China Urges US to Remove Unilateral Tariffs, Raising Global Economic Risks

China’s Ministry of Commerce has formally urged the United States to dismantle unilateral tariff measures enacted since 2018 (notably Section 301 tariffs). The appeal comes amid sustained US–China trade frictions that raised average tariff rates on affected goods from about 3.1% pre-dispute to over 20% during the initial escalation. Bilateral measures have touched roughly $370–450 billion of trade, cutting US agricultural exports (soybeans fell ~70% at peak) and disrupting technology and semiconductor supply chains. Studies cited include IMF and Peterson Institute findings on supply-chain fragmentation and a Federal Reserve Bank of New York estimate that tariffs have cost the average US household about $1,300 annually. Key statistics (2020–2024) show US–China trade volume swinging between $560B and $690B and average tariff rates near 19–22% on affected goods.
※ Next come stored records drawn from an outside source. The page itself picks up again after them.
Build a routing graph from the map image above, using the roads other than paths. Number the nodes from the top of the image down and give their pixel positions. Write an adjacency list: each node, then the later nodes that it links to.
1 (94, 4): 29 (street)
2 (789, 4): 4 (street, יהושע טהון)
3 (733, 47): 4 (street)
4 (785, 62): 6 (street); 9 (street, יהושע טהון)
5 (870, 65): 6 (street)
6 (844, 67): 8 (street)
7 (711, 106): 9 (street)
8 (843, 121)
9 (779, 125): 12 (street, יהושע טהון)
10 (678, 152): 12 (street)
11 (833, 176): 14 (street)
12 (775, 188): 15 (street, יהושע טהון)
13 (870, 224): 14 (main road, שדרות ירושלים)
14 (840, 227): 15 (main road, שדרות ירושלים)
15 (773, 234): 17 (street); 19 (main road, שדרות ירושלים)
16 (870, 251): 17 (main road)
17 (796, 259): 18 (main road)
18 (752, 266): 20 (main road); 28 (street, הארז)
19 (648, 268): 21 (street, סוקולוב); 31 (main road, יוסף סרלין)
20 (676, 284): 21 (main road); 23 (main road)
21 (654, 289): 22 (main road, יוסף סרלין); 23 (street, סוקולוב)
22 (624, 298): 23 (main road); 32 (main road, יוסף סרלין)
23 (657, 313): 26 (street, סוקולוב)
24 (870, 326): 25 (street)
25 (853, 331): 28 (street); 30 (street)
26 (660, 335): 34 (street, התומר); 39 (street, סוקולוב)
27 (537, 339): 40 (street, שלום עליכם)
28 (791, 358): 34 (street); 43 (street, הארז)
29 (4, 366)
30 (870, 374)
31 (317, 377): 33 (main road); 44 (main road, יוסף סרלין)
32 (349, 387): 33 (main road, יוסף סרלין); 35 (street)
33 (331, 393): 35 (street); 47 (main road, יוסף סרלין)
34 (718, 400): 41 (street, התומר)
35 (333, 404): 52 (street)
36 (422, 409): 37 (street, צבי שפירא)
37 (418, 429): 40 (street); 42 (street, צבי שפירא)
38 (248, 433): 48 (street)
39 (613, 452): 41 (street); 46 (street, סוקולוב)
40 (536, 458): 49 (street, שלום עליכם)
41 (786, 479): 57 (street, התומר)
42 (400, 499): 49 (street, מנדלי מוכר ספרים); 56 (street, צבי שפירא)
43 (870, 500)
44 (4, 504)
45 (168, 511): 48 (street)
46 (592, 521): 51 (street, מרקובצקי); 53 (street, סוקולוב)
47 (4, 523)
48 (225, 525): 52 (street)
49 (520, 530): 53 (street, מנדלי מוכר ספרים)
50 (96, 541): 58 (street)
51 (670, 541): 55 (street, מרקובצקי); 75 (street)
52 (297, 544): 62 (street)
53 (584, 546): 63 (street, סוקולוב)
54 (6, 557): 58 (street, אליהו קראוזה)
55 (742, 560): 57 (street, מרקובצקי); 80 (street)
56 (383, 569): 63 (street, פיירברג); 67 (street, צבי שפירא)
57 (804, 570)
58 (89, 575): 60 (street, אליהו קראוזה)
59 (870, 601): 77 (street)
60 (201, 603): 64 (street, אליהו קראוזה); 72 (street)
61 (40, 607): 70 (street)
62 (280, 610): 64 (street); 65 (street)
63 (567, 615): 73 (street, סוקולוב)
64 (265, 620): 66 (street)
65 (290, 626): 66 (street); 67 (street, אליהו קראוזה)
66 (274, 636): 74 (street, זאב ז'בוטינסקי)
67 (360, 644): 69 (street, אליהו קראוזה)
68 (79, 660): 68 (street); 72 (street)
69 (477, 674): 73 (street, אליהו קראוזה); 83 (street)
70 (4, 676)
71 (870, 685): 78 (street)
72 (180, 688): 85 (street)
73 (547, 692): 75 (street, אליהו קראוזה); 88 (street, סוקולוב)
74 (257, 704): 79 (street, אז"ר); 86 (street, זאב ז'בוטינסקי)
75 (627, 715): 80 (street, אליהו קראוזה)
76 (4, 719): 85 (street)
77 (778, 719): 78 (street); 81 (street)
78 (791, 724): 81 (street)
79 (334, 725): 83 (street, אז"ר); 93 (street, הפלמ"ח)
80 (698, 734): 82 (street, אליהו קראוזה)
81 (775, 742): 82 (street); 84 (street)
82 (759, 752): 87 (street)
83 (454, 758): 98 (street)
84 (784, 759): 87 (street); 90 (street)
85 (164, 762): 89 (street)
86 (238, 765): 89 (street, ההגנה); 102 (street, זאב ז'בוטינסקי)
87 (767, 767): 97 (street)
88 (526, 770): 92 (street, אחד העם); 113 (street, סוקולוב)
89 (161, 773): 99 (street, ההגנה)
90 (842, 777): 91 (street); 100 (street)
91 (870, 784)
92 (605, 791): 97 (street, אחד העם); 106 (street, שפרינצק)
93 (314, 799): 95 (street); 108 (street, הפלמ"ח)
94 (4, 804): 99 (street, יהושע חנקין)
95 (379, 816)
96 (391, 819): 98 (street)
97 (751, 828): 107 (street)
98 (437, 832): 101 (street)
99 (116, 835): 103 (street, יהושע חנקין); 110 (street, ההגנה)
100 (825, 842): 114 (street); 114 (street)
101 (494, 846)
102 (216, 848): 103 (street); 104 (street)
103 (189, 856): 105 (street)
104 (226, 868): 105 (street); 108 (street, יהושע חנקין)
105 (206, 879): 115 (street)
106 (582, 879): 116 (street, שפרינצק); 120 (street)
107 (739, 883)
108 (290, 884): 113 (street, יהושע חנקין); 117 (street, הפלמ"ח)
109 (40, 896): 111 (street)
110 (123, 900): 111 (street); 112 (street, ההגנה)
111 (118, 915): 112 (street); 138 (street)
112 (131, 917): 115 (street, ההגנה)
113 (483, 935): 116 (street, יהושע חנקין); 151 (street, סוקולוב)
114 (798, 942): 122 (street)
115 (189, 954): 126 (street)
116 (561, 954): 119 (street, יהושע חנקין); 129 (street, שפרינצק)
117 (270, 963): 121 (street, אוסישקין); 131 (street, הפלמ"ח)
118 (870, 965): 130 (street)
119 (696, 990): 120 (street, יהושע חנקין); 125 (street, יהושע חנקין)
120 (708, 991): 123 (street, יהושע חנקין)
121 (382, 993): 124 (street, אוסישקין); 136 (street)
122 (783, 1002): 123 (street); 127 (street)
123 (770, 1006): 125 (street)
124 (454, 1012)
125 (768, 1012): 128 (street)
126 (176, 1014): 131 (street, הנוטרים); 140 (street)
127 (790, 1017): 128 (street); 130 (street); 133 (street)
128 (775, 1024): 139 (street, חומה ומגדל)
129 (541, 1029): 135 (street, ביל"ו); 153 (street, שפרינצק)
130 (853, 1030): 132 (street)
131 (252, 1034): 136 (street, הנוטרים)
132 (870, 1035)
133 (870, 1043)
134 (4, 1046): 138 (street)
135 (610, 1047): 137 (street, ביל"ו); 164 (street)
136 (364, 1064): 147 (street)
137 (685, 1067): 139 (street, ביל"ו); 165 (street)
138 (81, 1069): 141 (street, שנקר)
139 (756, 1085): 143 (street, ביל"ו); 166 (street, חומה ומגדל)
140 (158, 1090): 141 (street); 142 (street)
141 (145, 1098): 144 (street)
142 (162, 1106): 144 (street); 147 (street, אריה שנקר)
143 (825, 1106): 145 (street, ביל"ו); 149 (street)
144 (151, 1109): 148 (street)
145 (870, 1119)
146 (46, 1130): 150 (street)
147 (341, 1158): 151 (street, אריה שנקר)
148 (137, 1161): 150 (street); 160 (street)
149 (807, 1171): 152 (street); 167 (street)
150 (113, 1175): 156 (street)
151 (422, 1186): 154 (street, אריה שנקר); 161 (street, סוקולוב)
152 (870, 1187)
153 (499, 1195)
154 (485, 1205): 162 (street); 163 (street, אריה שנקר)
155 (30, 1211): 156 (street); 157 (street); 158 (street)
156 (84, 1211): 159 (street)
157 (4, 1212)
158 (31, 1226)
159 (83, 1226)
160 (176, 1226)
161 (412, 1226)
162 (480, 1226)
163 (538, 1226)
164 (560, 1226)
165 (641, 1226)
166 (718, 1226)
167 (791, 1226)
Global responses vary: the EU favors multilateral approaches, ASEAN benefits from trade diversion, and WTO dispute mechanisms remain constrained. Markets have reacted with sector-specific volatility (technology, industrials), exchange-rate movement (USD/CNY sensitivity), and renewed emphasis on nearshoring and friendshoring. Policy pathways include phased tariff rollbacks tied to market-access concessions or broader trade-framework negotiations; however, political and national-security concerns (export controls, investment screening) complicate rapid resolution. For traders: expect heightened volatility in tech and industrial equities, currency swings in USD/CNY, and potential commodity and agricultural price shifts if tariff rhetoric intensifies or eases. This development is a reminder to monitor trade-policy headlines, supply-chain indicators, and sector exposure when sizing positions.
Neutral
The news is classified as neutral for crypto markets. The announcement is a macro trade-policy development affecting global trade, supply chains, currencies and sector equities rather than cryptocurrency-specific regulation or adoption. Historically, trade tensions create short-term risk-off sentiment that can push investors into safe-haven assets (USD, gold) and produce volatility across risk assets including crypto. For example, past US–China tariff escalations (2018–2019) coincided with periods of increased BTC volatility but produced no sustained directional trend for crypto; brief safe-haven inflows were often offset by risk-off selling. Short-term impact: heightened macro volatility and correlation spikes between crypto and risk assets — expect larger intraday moves and potential liquidity-driven price swings. Longer-term impact: limited direct effect unless tariffs spur broader currency instability, capital controls, or a regulatory pivot that targets crypto. Traders should monitor USD/CNY moves, global risk sentiment, and sector shifts (tech supply-chain news) to manage position sizing and stop levels. Employ reduced leverage during headline-driven episodes, favor liquidity, and watch on-chain indicators (flows to exchanges, stablecoin issuance) for early signs of sell pressure or accumulation.